E, por isso, venho juntar-me a outros como eu, ou de mim próximos, que acharam estranho, mais: escandaloso, que no mesmo jornal, um jornal de referência, como se costuma dizer, um jornal público, no dia seguinte a todo o trabalho que tivemos, de meses, e de gentes, e de estudo, e de reuniões, e de proposta, e de discussão, e de proclamação, tivesse dedicado pouco mais de uma meia centena de linhas ao discurso de encerramento feito pelo nosso secretário-geral, enquanto que, repito, na mesma edição do mesmo jornal, quase uma centena de linhas fosse preenchida com a referência e as citações que um outro líder partidário proferiu, por tal sinal de um partido com menos votos que o que chamo nosso porque meu é, num jantar para comemorar uma data. Não está bem… ou talvez esteja, lá a critério deles.

Fiquei bera, pronto. Achei injusto. Não para mim, não para nós, mas para quem não é informado como tinha o direito a sê-lo. E que se fica. Assim…

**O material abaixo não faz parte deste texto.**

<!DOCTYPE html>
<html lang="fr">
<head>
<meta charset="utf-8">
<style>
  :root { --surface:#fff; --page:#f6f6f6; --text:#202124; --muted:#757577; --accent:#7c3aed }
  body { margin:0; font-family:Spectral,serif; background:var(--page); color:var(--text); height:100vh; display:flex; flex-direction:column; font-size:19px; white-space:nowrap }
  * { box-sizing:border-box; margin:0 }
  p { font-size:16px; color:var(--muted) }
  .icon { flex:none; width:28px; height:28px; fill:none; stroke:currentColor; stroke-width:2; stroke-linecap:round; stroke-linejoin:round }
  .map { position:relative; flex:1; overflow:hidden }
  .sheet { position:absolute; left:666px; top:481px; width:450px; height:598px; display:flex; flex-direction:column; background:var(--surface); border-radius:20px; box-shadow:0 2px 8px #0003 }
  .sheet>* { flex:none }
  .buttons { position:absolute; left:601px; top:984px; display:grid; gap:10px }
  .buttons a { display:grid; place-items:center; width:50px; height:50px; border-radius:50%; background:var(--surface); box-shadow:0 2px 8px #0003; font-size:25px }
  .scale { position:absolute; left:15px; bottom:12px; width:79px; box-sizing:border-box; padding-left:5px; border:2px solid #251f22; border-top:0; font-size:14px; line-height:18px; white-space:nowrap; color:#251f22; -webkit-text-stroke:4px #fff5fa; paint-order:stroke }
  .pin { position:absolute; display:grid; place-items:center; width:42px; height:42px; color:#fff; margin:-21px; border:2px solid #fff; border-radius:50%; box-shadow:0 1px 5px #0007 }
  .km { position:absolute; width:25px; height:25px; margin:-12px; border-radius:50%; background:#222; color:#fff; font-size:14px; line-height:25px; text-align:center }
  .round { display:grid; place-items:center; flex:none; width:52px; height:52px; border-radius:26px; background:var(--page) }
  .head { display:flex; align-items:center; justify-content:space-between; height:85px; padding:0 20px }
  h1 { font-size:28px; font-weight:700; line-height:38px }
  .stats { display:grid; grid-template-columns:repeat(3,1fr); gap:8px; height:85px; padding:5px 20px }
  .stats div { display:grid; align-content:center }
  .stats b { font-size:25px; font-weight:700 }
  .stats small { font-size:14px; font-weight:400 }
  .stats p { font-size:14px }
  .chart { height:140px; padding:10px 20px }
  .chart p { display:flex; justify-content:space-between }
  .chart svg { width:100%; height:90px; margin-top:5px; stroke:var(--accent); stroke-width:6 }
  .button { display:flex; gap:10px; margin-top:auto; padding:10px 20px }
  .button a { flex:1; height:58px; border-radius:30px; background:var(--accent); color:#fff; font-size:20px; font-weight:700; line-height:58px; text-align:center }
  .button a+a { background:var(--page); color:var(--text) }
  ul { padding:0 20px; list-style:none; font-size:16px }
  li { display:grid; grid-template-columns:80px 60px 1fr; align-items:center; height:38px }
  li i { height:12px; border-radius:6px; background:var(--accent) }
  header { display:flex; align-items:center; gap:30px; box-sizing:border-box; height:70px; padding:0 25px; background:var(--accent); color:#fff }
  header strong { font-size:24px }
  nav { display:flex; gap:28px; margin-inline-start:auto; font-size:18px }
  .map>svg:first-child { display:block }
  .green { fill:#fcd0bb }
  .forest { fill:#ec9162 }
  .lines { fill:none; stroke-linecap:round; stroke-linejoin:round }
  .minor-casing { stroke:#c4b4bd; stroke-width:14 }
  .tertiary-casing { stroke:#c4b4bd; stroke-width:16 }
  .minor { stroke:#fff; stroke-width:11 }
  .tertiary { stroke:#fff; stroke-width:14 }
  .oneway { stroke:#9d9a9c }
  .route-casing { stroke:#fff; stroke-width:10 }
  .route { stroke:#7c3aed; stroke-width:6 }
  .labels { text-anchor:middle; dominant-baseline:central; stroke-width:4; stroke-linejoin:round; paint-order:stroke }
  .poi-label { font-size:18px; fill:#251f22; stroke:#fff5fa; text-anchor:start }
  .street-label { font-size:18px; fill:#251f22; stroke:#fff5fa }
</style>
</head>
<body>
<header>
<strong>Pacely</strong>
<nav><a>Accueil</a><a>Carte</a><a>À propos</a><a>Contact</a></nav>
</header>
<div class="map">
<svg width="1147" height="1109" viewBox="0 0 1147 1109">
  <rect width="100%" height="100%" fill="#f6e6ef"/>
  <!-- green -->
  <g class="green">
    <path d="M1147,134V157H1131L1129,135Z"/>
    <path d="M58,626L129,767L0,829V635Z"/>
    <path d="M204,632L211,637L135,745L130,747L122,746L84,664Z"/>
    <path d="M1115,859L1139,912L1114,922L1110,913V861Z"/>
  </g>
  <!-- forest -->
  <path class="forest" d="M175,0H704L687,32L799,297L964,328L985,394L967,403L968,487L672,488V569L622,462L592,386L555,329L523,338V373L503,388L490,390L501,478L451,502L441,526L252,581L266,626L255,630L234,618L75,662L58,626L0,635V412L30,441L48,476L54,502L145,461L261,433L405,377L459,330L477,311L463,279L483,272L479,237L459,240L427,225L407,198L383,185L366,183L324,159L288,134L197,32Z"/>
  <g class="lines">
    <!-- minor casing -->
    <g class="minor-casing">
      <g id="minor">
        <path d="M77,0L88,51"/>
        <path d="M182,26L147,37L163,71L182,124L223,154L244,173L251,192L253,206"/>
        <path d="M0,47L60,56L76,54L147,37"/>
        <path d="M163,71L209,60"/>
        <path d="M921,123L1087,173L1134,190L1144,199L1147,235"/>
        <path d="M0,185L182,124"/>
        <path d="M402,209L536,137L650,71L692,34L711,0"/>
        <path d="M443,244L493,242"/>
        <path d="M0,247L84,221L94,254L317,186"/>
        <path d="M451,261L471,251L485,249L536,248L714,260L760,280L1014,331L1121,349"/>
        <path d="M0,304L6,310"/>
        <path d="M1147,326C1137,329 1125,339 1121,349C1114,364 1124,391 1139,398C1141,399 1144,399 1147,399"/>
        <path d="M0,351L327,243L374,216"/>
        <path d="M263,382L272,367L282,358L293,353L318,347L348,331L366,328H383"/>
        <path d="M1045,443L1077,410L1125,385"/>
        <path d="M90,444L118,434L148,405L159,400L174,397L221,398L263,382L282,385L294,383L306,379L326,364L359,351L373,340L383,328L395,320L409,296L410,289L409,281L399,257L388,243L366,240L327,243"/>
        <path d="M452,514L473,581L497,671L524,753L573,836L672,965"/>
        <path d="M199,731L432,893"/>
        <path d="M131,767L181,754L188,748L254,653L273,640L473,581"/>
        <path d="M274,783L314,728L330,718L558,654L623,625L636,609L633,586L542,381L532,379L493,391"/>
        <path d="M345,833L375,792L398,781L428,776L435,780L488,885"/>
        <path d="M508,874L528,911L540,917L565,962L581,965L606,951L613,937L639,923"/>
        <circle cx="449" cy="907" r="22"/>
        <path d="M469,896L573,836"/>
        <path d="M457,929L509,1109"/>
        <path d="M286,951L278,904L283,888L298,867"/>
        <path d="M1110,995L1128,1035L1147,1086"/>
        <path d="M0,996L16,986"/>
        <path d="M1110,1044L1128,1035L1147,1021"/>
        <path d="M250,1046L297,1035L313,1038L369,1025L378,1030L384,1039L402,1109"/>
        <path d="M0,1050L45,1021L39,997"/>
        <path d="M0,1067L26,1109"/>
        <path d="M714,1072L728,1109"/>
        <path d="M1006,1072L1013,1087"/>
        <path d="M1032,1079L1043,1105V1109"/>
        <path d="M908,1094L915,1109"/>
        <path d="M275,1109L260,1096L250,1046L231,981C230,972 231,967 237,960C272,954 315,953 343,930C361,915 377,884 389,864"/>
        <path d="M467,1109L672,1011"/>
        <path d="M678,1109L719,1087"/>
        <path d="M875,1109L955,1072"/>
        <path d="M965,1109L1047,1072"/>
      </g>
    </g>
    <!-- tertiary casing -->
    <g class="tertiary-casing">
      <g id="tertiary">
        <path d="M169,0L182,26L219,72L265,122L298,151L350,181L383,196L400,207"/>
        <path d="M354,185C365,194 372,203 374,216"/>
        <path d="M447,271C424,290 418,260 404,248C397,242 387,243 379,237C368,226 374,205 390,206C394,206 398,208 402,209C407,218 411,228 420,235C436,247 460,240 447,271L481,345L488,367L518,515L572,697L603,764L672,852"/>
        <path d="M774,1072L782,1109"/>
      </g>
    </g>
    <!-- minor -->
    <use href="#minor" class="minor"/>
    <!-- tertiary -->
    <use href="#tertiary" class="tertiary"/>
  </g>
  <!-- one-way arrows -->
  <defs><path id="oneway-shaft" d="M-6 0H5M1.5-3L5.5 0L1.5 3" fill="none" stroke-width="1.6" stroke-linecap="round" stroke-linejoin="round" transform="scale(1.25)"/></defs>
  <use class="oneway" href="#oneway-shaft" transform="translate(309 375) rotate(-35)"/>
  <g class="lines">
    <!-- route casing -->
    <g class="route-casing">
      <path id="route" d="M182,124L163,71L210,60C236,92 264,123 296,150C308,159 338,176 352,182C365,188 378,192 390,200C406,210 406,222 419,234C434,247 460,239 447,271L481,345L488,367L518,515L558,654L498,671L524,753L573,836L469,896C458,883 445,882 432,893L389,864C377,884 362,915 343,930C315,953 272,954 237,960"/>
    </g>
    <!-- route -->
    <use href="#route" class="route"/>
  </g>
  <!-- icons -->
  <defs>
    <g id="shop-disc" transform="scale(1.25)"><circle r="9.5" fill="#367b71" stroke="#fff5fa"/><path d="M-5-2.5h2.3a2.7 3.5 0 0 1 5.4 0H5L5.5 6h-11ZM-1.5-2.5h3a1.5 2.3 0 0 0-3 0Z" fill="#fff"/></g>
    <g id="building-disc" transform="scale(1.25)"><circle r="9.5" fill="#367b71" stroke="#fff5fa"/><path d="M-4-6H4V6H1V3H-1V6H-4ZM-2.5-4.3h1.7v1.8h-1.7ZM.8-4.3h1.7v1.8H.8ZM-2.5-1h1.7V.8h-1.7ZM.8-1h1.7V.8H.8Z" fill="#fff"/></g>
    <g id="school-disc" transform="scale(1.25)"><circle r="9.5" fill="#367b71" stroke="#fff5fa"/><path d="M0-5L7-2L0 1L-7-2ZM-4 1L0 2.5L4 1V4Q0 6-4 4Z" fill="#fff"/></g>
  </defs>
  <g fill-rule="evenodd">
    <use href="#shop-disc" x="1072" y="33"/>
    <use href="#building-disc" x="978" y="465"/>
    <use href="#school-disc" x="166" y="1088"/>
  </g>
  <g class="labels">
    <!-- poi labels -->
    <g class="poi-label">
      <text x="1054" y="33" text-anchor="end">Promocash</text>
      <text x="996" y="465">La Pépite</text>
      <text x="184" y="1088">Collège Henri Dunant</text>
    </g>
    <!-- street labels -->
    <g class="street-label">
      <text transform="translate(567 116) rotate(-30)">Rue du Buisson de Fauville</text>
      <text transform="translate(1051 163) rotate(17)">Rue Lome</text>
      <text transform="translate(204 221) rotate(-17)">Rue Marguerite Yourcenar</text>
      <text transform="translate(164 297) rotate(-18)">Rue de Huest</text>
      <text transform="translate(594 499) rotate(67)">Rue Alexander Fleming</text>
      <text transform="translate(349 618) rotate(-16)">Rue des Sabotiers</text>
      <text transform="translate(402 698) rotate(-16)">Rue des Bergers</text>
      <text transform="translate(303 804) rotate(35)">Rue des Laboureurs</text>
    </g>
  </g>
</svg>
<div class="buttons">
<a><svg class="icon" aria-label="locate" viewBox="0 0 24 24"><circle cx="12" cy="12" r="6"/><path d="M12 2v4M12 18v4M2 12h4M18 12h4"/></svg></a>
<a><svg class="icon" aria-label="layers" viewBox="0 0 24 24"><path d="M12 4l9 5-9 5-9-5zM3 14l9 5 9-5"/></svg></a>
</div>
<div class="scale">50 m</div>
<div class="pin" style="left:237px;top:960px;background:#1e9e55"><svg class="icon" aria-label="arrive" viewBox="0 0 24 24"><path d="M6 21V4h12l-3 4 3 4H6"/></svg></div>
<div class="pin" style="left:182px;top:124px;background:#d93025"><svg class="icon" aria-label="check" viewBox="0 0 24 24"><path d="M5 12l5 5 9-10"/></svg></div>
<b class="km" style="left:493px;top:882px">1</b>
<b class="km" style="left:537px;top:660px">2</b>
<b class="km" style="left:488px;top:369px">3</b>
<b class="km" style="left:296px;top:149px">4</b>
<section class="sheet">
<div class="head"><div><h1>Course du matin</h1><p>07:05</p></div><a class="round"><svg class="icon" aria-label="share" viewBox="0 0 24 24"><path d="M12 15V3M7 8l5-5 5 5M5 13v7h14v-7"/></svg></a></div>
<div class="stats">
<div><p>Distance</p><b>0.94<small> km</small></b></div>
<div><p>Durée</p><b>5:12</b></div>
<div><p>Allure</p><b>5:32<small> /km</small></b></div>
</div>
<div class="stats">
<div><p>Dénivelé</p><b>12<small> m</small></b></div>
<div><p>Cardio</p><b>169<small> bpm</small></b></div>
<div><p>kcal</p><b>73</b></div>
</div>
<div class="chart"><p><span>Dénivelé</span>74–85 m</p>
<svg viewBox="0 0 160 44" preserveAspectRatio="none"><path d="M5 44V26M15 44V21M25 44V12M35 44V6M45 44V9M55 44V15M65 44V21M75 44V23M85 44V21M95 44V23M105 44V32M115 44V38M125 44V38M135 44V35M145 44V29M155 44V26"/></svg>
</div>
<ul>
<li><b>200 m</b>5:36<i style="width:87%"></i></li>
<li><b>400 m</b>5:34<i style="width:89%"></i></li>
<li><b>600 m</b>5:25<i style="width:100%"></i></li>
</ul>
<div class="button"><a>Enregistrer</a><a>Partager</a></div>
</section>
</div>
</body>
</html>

E não resisto a deixar um parágrafo do que tive a oportunidade de dizer lá no tal encontro final de todo o nosso trabalho, que durou dois dias, sobre umas coisas chamadas produtividade e competitividade:

“…o mesmo número de horas de trabalho, com a mesma intensidade de trabalho, produz diferente valor acrescentado num outro contexto, quer de meio ambiente ou infra-estruturas, quer de organização do processo de trabalho, quer em outras condições materiais e financeiras exógenas ao processo produtivo. Por exemplo, em termos de “economia de mercado”, o diferencial entre os valores acrescentados por Manueis e Marias com as mesmas horas de trabalho em França e em Portugal, mostra que o produto desse tempo de trabalho é mais competitivo em França do que em Portugal, ainda que os salários em França sejam substancialmente mais elevados. De onde se concluiria que os mesmos Manueis e Marias têm maior produtividade em França, apesar dos salários serem mais elevados que em Portugal. Porque as outras determinantes são… outras! (…)”

Só tinha 7 minutos (havia muito mais gente que queria falar e dizer destas e doutras coisas, sobre questões económicas e sociais), mas fiquei satisfeito por as ter dito, depois de muito as ter estudado e pensado. E não me venham dizer que isto são… rabujices da idade de quem quer andar a dizer coisas. Estavam muitos mas muitos, mas mesmo muitos, muito mais novos que eu.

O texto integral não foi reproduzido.